It‘s 1965. You could catch “Goldfinger” at second-run drive-ins. “The Man From U.N.C.L.E.” was in its second season. Four years earlier a superpower dust-up over Cuba threatened nuclear devastation. You can imagine, in short, what gave two 30-something writers the idea that a sitcom about a bumbling spy might strike a chord with the American people. That the two writers happened to be Mel Brooks and Buck Henry certainly didn’t hurt. But without the Cold War context, “Get Smart,” the five-season television show, would have been inconceivable.
Now comes the puzzlingly timed “Get Smart,” the summer comedy-action blockbuster, and a Steve Carell vehicle to boot. Forty-three years from the début of the small-screen original, we certainly have our own set of problems related to botched intelligence. But given the public’s revulsion with foreign affairs, topicality is not on the menu for any movie with nine-figure box-office ambitions. (Consequently, it’s now quite clear that “Harold & Kumar Escape From Guantanamo Bay” may have a higher integrity quotient than any other current Hollywood response to our present calamities.)
What we have, then, is a satire determined to stay well clear of its natural targets. In place of barbed humor, we get a ton of generic explosions, hairbreadth escapes, bombs in concert halls and other action mainstays that don’t really gel with the classic camp comedy worldview. There’s nothing to despise here, certainly, but over the appealing performances and kinetic frenzy hangs an air of flailing pointlessness.
The weak link in the chain, naturally enough, is the script, concocted by Tom J. Astle and Matt Ember, the team responsible for the feeble rom-com “Failure to Launch” (2006). To be sure, they should be given credit for trying to reconceive Maxwell Smart, who in Carell’s incarnation isn’t a button-down nitwit, but rather a crack analyst whose difficulties in the field have more to do with inexperience than ingrained stupidity.
But the film’s sometimes beguiling special effects — a slickly updated CGI take on the irredeemably bug-prone Cone of Silence, for example — can’t offset the sheer unevenness of the gags, few of which rise to the level of those on a typical episode of “The Office,” still the prime source of Carellana. Brief hints of inspiration, such as a wan Bill Murray as Agent 13, doomed to live out his life disguised as a tree on the banks of the Tidal Basin, only heighten our disappointment when the movie settles back into its blow-to-the-groin mode.

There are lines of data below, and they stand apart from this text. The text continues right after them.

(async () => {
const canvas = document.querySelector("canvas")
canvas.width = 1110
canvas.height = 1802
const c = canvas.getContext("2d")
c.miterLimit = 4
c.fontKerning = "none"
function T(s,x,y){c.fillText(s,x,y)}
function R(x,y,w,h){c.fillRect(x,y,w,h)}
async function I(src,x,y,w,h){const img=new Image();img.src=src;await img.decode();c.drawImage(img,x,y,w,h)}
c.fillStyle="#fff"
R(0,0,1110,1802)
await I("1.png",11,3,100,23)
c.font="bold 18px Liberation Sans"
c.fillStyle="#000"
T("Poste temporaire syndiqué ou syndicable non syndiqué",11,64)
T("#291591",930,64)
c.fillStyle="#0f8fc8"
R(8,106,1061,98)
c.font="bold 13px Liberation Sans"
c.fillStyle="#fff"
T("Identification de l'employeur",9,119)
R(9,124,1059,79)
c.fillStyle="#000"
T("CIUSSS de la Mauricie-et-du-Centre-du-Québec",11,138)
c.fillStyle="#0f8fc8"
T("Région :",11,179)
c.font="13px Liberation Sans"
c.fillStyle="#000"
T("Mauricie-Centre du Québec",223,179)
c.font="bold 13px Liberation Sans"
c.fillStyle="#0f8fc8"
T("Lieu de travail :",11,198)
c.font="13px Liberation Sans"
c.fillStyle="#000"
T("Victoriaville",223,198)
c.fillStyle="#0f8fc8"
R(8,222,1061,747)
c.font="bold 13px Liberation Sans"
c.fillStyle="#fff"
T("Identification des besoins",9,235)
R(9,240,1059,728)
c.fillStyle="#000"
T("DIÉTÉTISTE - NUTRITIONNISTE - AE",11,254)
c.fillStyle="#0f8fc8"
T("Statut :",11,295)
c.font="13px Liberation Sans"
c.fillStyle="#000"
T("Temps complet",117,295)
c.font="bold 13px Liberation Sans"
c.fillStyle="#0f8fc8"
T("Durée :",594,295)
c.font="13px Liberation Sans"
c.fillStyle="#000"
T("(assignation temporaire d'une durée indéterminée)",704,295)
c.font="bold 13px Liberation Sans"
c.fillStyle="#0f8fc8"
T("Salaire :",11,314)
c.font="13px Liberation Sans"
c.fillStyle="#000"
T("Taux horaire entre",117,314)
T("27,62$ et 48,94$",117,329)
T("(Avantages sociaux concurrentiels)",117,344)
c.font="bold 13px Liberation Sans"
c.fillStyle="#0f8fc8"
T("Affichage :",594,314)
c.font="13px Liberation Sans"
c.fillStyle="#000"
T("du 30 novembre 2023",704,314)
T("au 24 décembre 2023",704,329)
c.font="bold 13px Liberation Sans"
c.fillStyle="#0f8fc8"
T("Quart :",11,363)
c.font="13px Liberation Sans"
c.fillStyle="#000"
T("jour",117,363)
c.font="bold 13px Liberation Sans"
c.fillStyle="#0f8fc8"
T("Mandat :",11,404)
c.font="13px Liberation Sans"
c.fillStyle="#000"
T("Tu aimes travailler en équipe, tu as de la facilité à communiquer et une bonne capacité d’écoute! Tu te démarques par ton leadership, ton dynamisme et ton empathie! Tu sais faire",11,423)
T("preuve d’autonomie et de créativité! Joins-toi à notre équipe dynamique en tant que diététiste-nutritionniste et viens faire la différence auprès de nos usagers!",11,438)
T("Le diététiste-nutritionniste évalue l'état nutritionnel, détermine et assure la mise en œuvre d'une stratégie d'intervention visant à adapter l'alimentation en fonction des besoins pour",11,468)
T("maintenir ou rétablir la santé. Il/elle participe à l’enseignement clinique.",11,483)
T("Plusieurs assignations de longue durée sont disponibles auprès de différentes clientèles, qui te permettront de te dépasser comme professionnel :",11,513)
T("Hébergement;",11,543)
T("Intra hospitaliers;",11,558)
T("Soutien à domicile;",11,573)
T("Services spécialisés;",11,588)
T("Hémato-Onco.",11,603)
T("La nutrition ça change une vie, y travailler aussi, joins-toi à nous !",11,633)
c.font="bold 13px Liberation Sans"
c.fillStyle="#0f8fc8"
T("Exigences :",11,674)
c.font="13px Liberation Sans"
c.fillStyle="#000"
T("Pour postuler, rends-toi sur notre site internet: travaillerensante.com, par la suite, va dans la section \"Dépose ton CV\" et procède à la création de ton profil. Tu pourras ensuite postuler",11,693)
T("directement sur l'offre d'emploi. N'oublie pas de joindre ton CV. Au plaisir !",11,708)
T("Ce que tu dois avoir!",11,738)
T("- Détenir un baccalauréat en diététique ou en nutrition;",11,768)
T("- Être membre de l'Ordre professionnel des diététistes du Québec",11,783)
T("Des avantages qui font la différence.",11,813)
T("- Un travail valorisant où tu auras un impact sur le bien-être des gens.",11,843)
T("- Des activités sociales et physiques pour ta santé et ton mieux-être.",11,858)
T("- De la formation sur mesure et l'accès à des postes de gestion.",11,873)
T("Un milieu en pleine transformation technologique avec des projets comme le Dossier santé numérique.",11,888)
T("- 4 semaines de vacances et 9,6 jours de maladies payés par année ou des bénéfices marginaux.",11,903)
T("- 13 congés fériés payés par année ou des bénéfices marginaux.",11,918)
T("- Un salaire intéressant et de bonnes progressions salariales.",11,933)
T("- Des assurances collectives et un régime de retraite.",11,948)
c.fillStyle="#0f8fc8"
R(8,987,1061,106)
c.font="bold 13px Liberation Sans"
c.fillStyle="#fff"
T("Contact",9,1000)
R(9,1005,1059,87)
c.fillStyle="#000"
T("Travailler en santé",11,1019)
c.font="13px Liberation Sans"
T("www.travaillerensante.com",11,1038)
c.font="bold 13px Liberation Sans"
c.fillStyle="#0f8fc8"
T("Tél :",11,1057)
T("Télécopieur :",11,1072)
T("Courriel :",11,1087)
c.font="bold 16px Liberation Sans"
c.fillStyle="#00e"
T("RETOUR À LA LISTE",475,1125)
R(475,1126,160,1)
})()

Agent 99, Max’s alluring partner in the field, has been given a weird back story to explain why she looks so young, in spite of being a highly seasoned operative. That’s because she’s played by a pretty, bland 25-year-old Anne Hathaway (“The Devil Wears Prada”). Doubtless the idea of casting a contemporary of Carell in the role was dismissed out of hand. After all, who would pay to see a 45-year-old woman in a summer hit? (Plenty of people, it turns out, as “Sex and the City” has taught us.) Hathaway, however, an ingénue to her polished fingertips, never establishes 99 as the rock-solid professional she’s supposed to be. If Carell had had someone of sterner stuff to play off of, the script’s lackluster repartee might have been given a lift.
The movie’s episodic riffs on spookdom are loosely strung together with a plot that resuscitates the shadowy criminal empire of KAOS and its evil mastermind, Siegfried (the venerable Terence Stamp), along with his portly sidekick Shtarker (Ken Davitian, best known as Borat’s helpmate). As Max’s long-suffering Chief, Alan Arkin injects a bracing dose of spleen into the proceedings, a task that has become something of a specialty for him in his welcome, late-career blossoming. And Dwayne Johnson (The Rock no more) provides the requisite muscle.
Occasionally the film makes glancing allusions to our real-world predicaments. In Max and 99’s intercontinental peregrinations they stumble onto a stash of yellowcake. The vice president is referred to as a belligerent jerk. The briefly appearing president (James Caan) is a boorish clown. All told, these elements probably account for less than three minutes. The rest of the time “Get Smart” just pages through the summer movie playbook, selecting this or that until an acceptable run time has been reached. Another pop-culture icon lazily mined for ready cash. Mission accomplished.